Problem requirements: Output all the data exactly. Pictures do not belong in the copy.

(Stored entries)
_ _ _ _

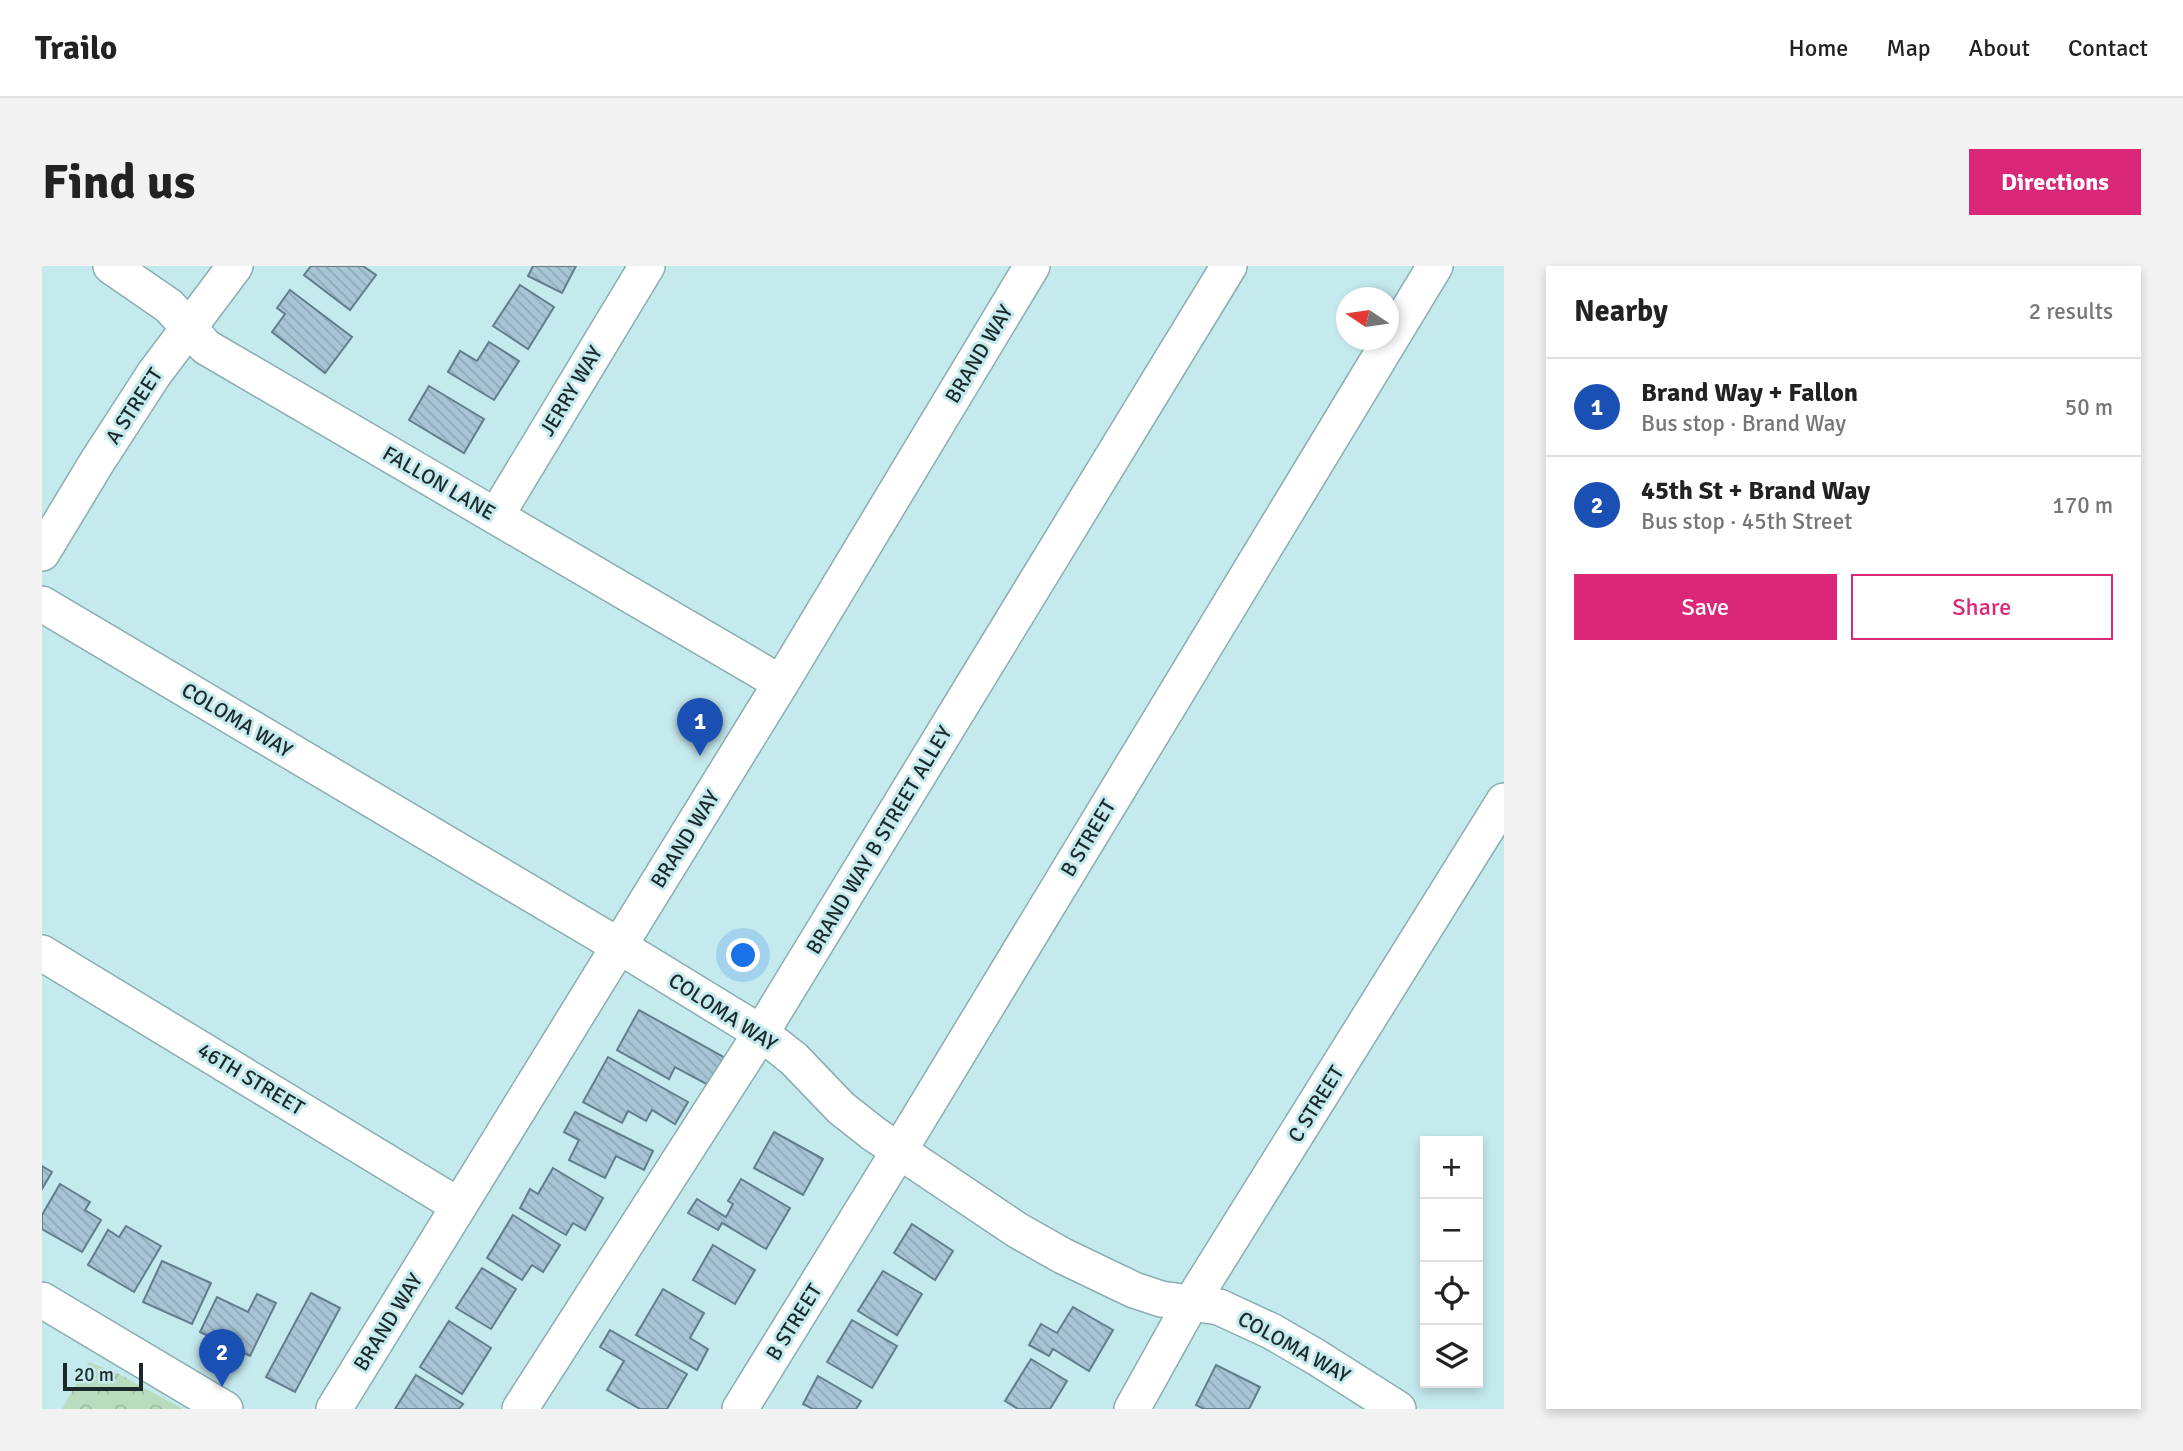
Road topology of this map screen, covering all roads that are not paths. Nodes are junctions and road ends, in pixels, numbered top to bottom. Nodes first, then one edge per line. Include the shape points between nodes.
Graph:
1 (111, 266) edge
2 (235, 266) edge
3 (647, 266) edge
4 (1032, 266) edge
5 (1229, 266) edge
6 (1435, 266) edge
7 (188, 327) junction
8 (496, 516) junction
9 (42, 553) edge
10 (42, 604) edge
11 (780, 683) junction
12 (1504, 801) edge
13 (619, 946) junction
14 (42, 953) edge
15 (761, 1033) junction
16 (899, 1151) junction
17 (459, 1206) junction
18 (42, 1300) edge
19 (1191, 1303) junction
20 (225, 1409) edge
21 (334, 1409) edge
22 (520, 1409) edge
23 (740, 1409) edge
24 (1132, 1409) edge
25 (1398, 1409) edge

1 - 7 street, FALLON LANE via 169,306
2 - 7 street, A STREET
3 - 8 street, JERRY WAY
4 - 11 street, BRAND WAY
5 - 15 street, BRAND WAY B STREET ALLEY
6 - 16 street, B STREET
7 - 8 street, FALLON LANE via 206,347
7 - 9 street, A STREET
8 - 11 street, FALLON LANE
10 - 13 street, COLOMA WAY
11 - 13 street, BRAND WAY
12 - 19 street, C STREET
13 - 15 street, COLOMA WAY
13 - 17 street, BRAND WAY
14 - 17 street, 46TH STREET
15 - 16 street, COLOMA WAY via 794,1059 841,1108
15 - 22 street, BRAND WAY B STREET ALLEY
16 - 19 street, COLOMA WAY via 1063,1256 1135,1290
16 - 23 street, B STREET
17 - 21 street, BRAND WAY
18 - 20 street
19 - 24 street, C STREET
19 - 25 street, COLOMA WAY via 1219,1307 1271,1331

_ _ _ _

Exercise answer:
Road topology of this map screen, covering all roads that are not paths. Nodes are junctions and road ends, in pixels, numbered top to bottom. Nodes first, then one edge per line. Include the shape points between nodes.
Graph:
1 (111, 266) edge
2 (235, 266) edge
3 (647, 266) edge
4 (1032, 266) edge
5 (1229, 266) edge
6 (1435, 266) edge
7 (188, 327) junction
8 (496, 516) junction
9 (42, 553) edge
10 (42, 604) edge
11 (780, 683) junction
12 (1504, 801) edge
13 (619, 946) junction
14 (42, 953) edge
15 (761, 1033) junction
16 (899, 1151) junction
17 (459, 1206) junction
18 (42, 1300) edge
19 (1191, 1303) junction
20 (225, 1409) edge
21 (334, 1409) edge
22 (520, 1409) edge
23 (740, 1409) edge
24 (1132, 1409) edge
25 (1398, 1409) edge

1 - 7 street, FALLON LANE via 169,306
2 - 7 street, A STREET
3 - 8 street, JERRY WAY
4 - 11 street, BRAND WAY
5 - 15 street, BRAND WAY B STREET ALLEY
6 - 16 street, B STREET
7 - 8 street, FALLON LANE via 206,347
7 - 9 street, A STREET
8 - 11 street, FALLON LANE
10 - 13 street, COLOMA WAY
11 - 13 street, BRAND WAY
12 - 19 street, C STREET
13 - 15 street, COLOMA WAY
13 - 17 street, BRAND WAY
14 - 17 street, 46TH STREET
15 - 16 street, COLOMA WAY via 794,1059 841,1108
15 - 22 street, BRAND WAY B STREET ALLEY
16 - 19 street, COLOMA WAY via 1063,1256 1135,1290
16 - 23 street, B STREET
17 - 21 street, BRAND WAY
18 - 20 street
19 - 24 street, C STREET
19 - 25 street, COLOMA WAY via 1219,1307 1271,1331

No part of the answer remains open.